God issued this warning because He sought to preserve the holiness and faith of His people; and, the consequences of Israel’s disobedience are cataloged throughout the pages of scripture. Sin’s influence on the human heart is devastating. Even the most devout believer can be drawn away when surrounded by unholy influences: “Do you not know that friendship with the world is enmity with God? Whoever therefore wants to be a friend of the world makes himself an enemy of God” (James 4:4).
The world is at war with God, because it serves Satan. While we were sinners we “were without Christ . . . and strangers from the covenants of promise, having no hope and without God in the world” (Ephesians 2:12). Having been washed in the blood of Christ we have God, and are now strangers in the world. We are like Rahab who turned from an idolatrous culture to acknowledge the one true God. In living daily for Christ, we are like Ruth who made a new home with a people of true faith.

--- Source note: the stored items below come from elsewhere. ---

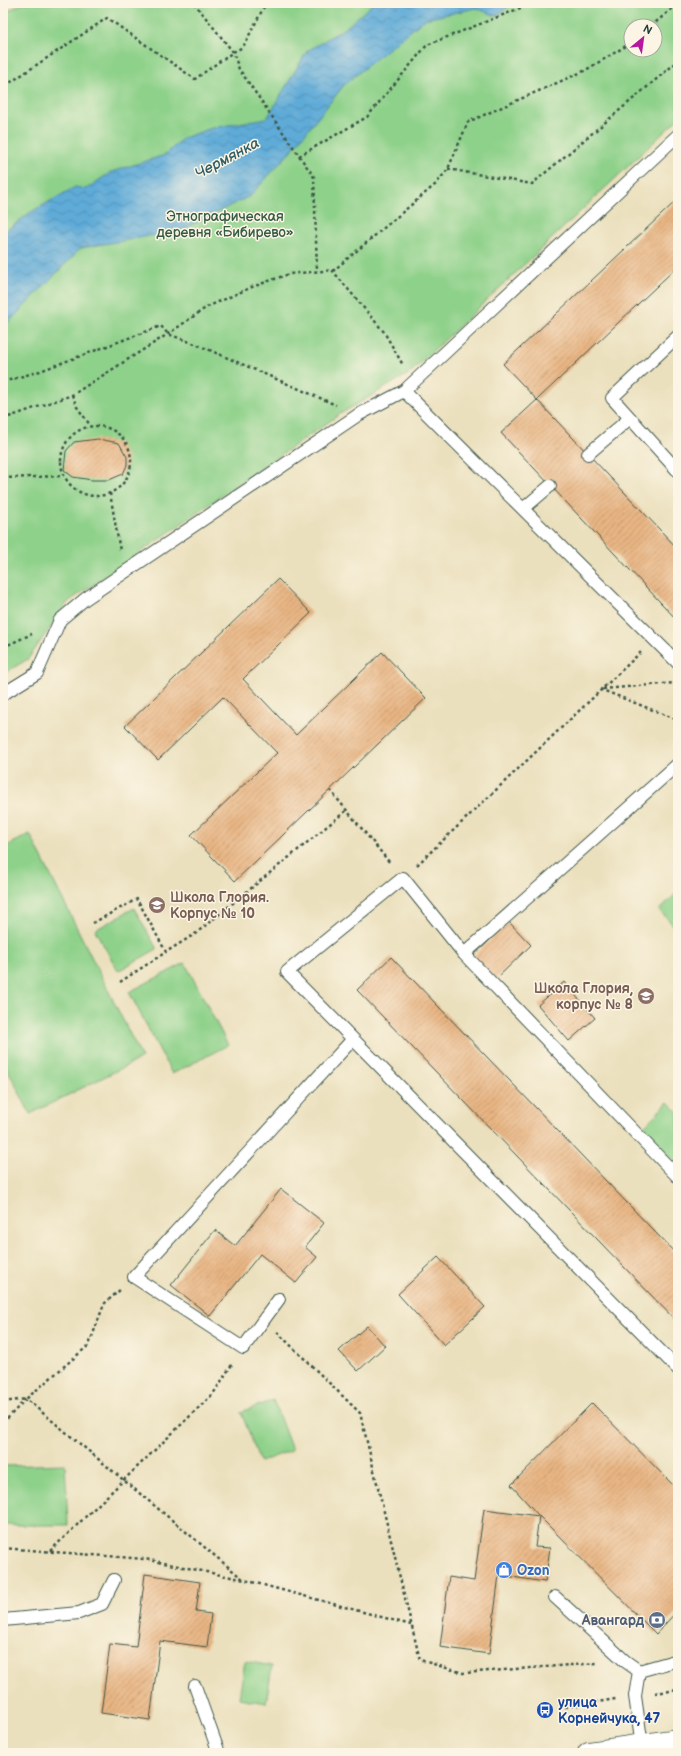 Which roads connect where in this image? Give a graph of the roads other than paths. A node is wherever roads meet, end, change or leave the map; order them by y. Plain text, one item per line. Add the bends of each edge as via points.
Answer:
1 (678, 135) edge
2 (678, 336) edge
3 (409, 387) junction
4 (630, 418) junction
5 (588, 454) dead end
6 (678, 471) edge
7 (550, 486) dead end
8 (522, 509) junction
9 (678, 663) edge
10 (3, 694) edge
11 (678, 764) edge
12 (464, 954) junction
13 (352, 1039) junction
14 (678, 1177) edge
15 (279, 1300) dead end
16 (678, 1368) edge
17 (114, 1580) dead end
18 (555, 1597) dead end
19 (3, 1620) edge
20 (678, 1660) edge
21 (639, 1671) junction
22 (195, 1686) dead end
23 (678, 1740) edge
24 (642, 1746) junction
25 (219, 1753) edge
26 (589, 1753) edge

1 - 3 lane
2 - 4 lane via 612,398
3 - 8 lane
3 - 10 lane via 358,415 85,599 60,620 36,673
4 - 5 lane
4 - 6 lane
7 - 8 lane
8 - 9 lane
11 - 12 lane
12 - 13 lane via 402,878 287,972
12 - 14 lane
13 - 15 lane via 134,1277 243,1348
13 - 16 lane
17 - 19 lane via 102,1604 79,1613
18 - 21 lane
20 - 21 lane
21 - 24 lane via 635,1696
22 - 25 lane
23 - 24 street
24 - 26 street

As we have so often heard, we are to be “in the world, not of the world”. We clearly must be a part of this world in order to win souls to Christ. But, we are called to be apart from the ungodly thoughts and activities that still prevail; “Do not love the world or the things in the world. If anyone loves the world, the love of the Father is not in him” (I John 2:15). Our hearts must meditate on “whatever things are noble, whatever things are just, whatever things are pure, whatever things are lovely, whatever things are of good report” (Philippians 4:8). Moreover, our meditation and study of God’s word must manifest itself in godly conduct in an ungodly world.
Like the descendants of Abraham, who by faith lived as strangers, let us be but strangers in this land for a short time. We too are seeking a better homeland than this old world. It is a “heavenly country” that God has prepared for us so that now “our citizenship is in heaven, from which we also eagerly wait for the Savior, the Lord Jesus Christ” (Hebrews 11:16, Philippians 3:20).